▶ Your goal: Search the data for "lane". Each line containing it is to be copied.

Stored dataset items
::::::::::

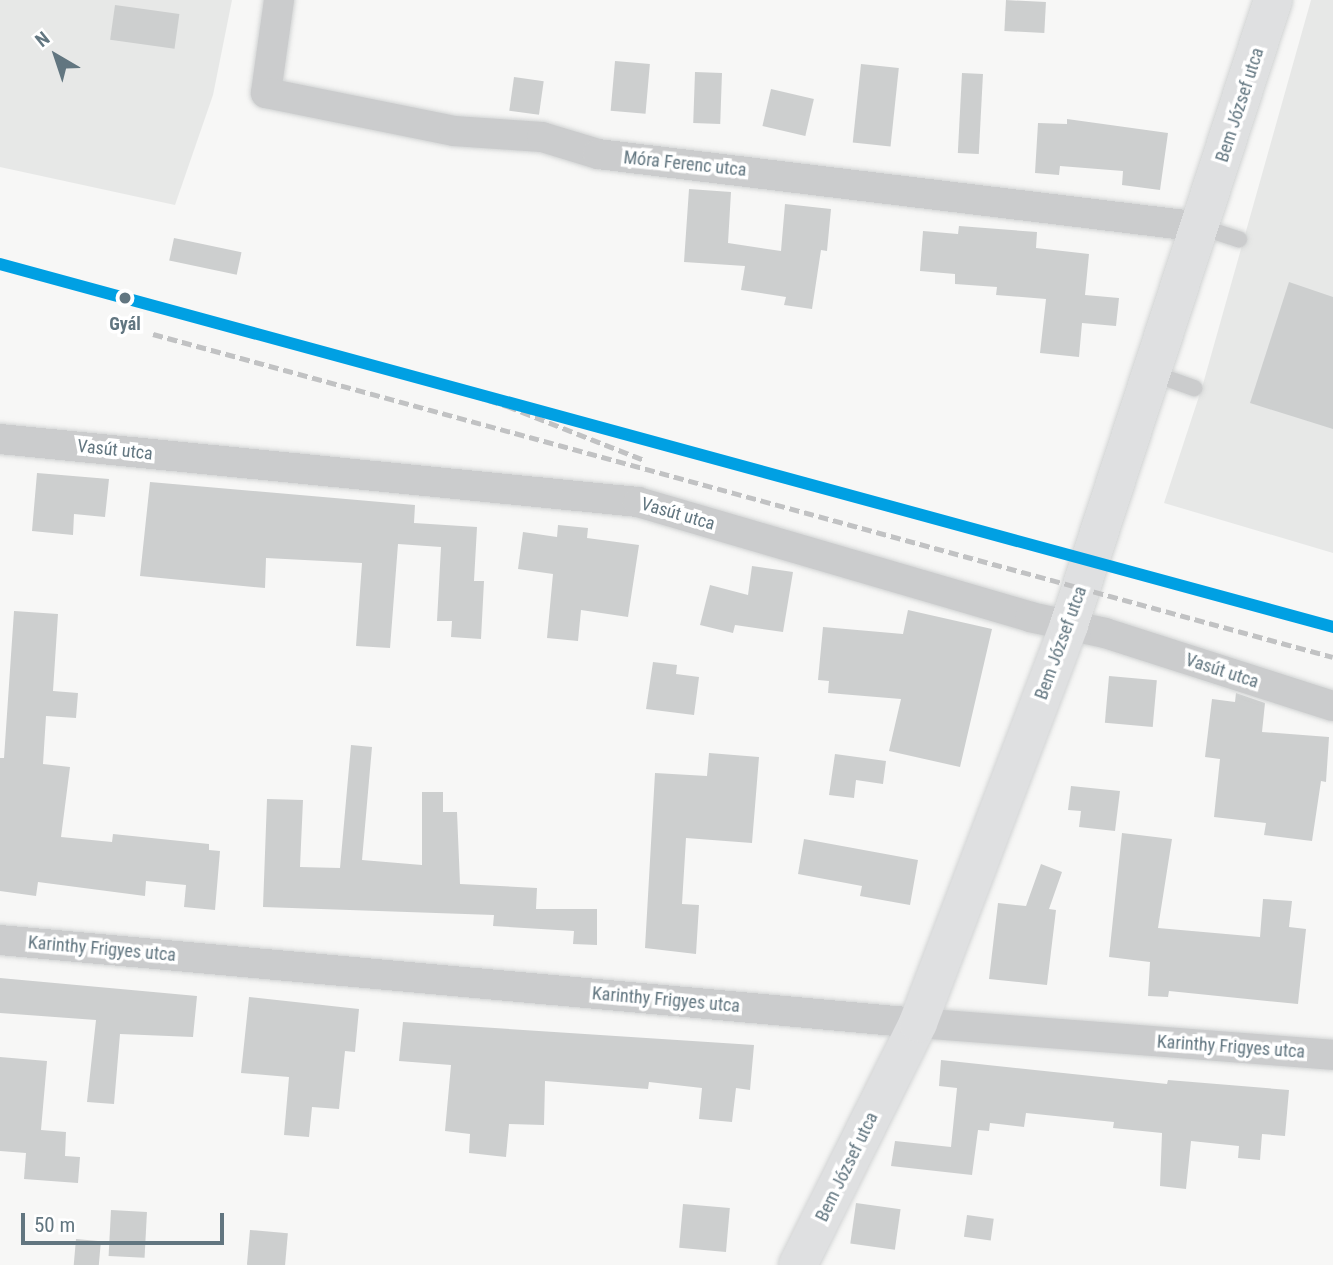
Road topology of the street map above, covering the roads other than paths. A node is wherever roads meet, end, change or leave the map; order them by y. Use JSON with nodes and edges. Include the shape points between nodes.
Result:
{"nodes":[{"id":1,"x":279,"y":0,"type":"edge"},
{"id":2,"x":1273,"y":0,"type":"edge"},
{"id":3,"x":1201,"y":227,"type":"junction"},
{"id":4,"x":1239,"y":239,"type":"dead end"},
{"id":5,"x":1152,"y":373,"type":"junction"},
{"id":6,"x":1194,"y":388,"type":"dead end"},
{"id":7,"x":0,"y":439,"type":"edge"},
{"id":8,"x":1069,"y":625,"type":"junction"},
{"id":9,"x":1333,"y":706,"type":"edge"},
{"id":10,"x":0,"y":940,"type":"edge"},
{"id":11,"x":918,"y":1023,"type":"junction"},
{"id":12,"x":1333,"y":1055,"type":"edge"},
{"id":13,"x":798,"y":1265,"type":"edge"}],
"edges":[{"from":1,"to":3,"type":"street","name":"Móra Ferenc utca","via":[[266,93],[454,131],[542,137],[598,154]]},
{"from":2,"to":3,"type":"main road","name":"Bem József utca"},
{"from":3,"to":4,"type":"lane"},
{"from":3,"to":5,"type":"main road","name":"Bem József utca"},
{"from":5,"to":6,"type":"lane"},
{"from":5,"to":8,"type":"main road","name":"Bem József utca"},
{"from":7,"to":8,"type":"street","name":"Vasút utca","via":[[638,502]]},
{"from":8,"to":9,"type":"street","name":"Vasút utca"},
{"from":8,"to":11,"type":"main road","name":"Bem József utca"},
{"from":10,"to":11,"type":"street","name":"Karinthy Frigyes utca"},
{"from":11,"to":12,"type":"street","name":"Karinthy Frigyes utca"},
{"from":11,"to":13,"type":"main road","name":"Bem József utca"}]}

::::::::::

▶ Result for this task:
{"from":3,"to":4,"type":"lane"},
{"from":5,"to":6,"type":"lane"},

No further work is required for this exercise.